My HD light on my laptop still flashes endlessly. I wish it flashed brighter when it was doing more work, letting me know the resource intensive task I just initiated was happening... in some way.

But the grind of the hard drive when something happens. I never would have thought of that again had you not made this comment. Crazy nostalgia there.

I never would have thought of that again had you not made this comment. Crazy nostalgia there

So there's this notion in video gaming where you're strolling through a forest or in a cave or factory or some sort of level with no enemies, no battle music, but you suddenly find yourself upon ammo crates and health packs.

Indicator that a big fight was about to happen.

For me and my early voyages through computing, learning how to write little programs and messing about with settings to see what they did, if I ever got stuck on a problem it was THAT noise that told me "hey you're onto something here".

What a time.

It's ironic that the mass adoption of SSDs also coincides with the gradual disappearance of HDD activity lights on laptops, because with a completely silent SSD the light becomes the only way to know if the machine is slow because of heavy disk activity or something else.

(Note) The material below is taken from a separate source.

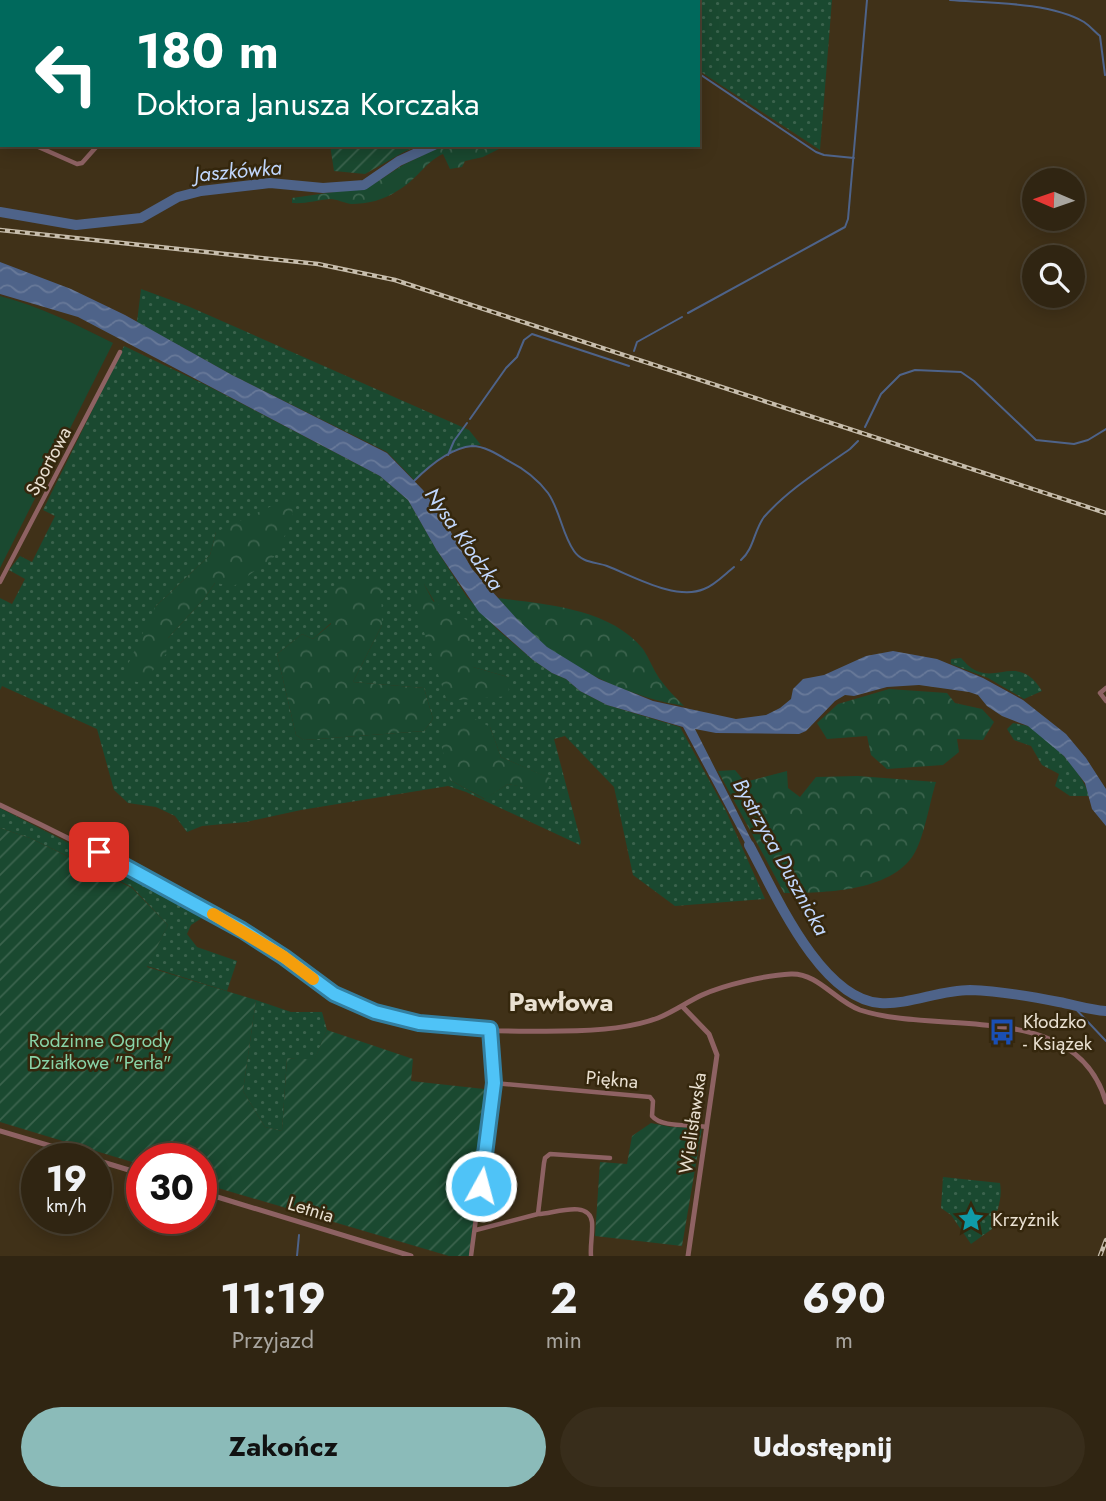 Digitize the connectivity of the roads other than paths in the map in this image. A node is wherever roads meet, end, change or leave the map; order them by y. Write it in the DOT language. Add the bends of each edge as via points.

Nonvisual/"side-channel" cues are extremely useful for understanding what's happening.

I suppose it's similar to the situation with newer cars, where the engine is so quiet that one sometimes forgets whether it's even on, and attempts to start it again. There have even been laws introduced to make sure that cars can be heard: https://news.ycombinator.com/item?id=8925126

I find indicator lights, if they only have the purpose of conveying something that's already obvious in some other way (e.g. "the computer is on"-led plus a monitor that's clearly saying it is) fairly useless. I'm glad that most devices nowadays don't have them and are completely dark even when they're on.

And to your comment about cars, it seems to be more about pedestrians that can know about an oncoming vehicle and less about whether the user thinks it's running. The latter seems to be something that can be easily fixed.

The flip side is status lights to show something is off.
The indicators are normally not used, but when they are, they're very useful. When the screen is off on a laptop, is it because the whole machine is off, just sleeping, the video output is set to external, or something wrong happened? I've had to use a laptop where the POST was unusually long, and without the power LED I would've probably accidentally turned it off again because I would think I hadn't pressed the power button hard enough, and try pressing it again.
I prefer the Windows 95 icons, e.g. http://windows95tips.com/post/35587792563
Oh Windows 95... the last MS OS to feel completely uniform in aesthetic design.

And that teal... gets me every time. I used to think it was hideously ugly, but these days there's an understated elegance to it that just can't be denied.

[My comment was really a thinly-veiled excuse to link to windows95tips.com. I don't actually have any aesthetic preferences between the icons/design of different versions of Windows.]